Using the listing below, keep only the lines with the word "Дехконобод" and copy them.

*** Opening of Source data ***

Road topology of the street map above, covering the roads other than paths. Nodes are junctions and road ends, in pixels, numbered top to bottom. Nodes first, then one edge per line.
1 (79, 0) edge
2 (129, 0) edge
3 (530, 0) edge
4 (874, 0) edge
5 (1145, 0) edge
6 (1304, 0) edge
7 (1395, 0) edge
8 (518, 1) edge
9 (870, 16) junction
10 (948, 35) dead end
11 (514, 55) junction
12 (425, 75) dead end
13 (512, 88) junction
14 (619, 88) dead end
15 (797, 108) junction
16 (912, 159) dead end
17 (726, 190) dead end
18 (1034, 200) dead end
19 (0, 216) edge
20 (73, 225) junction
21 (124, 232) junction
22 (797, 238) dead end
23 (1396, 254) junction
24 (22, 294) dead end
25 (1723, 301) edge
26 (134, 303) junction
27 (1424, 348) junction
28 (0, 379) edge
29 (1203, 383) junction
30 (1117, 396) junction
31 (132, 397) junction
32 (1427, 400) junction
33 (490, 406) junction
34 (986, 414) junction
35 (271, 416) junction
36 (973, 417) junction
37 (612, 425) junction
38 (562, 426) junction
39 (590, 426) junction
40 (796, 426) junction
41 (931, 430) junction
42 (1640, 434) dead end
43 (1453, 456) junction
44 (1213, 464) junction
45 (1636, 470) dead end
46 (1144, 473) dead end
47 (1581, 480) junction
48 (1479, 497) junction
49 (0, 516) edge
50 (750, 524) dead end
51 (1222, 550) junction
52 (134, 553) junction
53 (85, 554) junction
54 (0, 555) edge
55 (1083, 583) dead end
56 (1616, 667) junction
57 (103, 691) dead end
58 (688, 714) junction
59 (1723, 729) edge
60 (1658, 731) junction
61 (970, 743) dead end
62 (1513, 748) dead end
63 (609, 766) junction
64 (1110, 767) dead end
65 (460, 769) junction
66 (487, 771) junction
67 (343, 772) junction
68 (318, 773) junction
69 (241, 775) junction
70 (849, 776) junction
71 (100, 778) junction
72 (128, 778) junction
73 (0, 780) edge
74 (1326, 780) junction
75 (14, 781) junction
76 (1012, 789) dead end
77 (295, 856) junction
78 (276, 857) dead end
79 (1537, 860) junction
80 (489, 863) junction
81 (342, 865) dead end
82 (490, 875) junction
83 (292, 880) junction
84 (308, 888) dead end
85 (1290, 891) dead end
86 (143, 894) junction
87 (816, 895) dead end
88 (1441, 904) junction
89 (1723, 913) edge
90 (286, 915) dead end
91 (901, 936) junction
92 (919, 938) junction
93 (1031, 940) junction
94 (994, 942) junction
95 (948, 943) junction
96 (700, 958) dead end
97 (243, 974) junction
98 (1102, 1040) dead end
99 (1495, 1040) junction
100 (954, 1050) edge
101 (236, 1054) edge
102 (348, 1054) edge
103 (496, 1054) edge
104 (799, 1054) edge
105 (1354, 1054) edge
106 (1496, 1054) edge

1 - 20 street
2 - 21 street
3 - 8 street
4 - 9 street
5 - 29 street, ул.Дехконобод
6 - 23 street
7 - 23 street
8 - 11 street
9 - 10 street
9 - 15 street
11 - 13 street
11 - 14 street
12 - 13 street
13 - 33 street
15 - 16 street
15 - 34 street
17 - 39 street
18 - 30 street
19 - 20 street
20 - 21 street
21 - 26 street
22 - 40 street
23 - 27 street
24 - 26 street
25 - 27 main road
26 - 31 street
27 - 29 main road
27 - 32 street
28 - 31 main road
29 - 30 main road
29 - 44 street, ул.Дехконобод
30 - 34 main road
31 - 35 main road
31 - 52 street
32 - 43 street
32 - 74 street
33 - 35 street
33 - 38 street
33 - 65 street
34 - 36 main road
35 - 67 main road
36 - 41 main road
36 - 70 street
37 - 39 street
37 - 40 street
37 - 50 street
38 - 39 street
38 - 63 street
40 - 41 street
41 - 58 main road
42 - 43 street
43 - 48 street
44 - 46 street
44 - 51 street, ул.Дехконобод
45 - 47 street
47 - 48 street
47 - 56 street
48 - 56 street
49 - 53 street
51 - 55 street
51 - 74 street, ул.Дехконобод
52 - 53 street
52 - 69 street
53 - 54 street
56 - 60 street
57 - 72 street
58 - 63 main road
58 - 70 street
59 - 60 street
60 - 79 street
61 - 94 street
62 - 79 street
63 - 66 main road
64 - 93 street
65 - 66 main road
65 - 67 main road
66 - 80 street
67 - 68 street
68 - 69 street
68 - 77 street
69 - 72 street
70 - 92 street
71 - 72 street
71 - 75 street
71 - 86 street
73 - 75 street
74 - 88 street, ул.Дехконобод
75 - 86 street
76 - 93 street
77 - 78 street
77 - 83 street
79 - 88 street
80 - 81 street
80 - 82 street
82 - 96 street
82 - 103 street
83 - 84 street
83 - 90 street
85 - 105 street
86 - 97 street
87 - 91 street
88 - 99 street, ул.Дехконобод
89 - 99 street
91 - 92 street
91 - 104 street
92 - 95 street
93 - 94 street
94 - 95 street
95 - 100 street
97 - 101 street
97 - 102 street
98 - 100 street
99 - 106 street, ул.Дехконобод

*** Close of Source data ***

_Final answer_
5 - 29 street, ул.Дехконобод
29 - 44 street, ул.Дехконобод
44 - 51 street, ул.Дехконобод
51 - 74 street, ул.Дехконобод
74 - 88 street, ул.Дехконобод
88 - 99 street, ул.Дехконобод
99 - 106 street, ул.Дехконобод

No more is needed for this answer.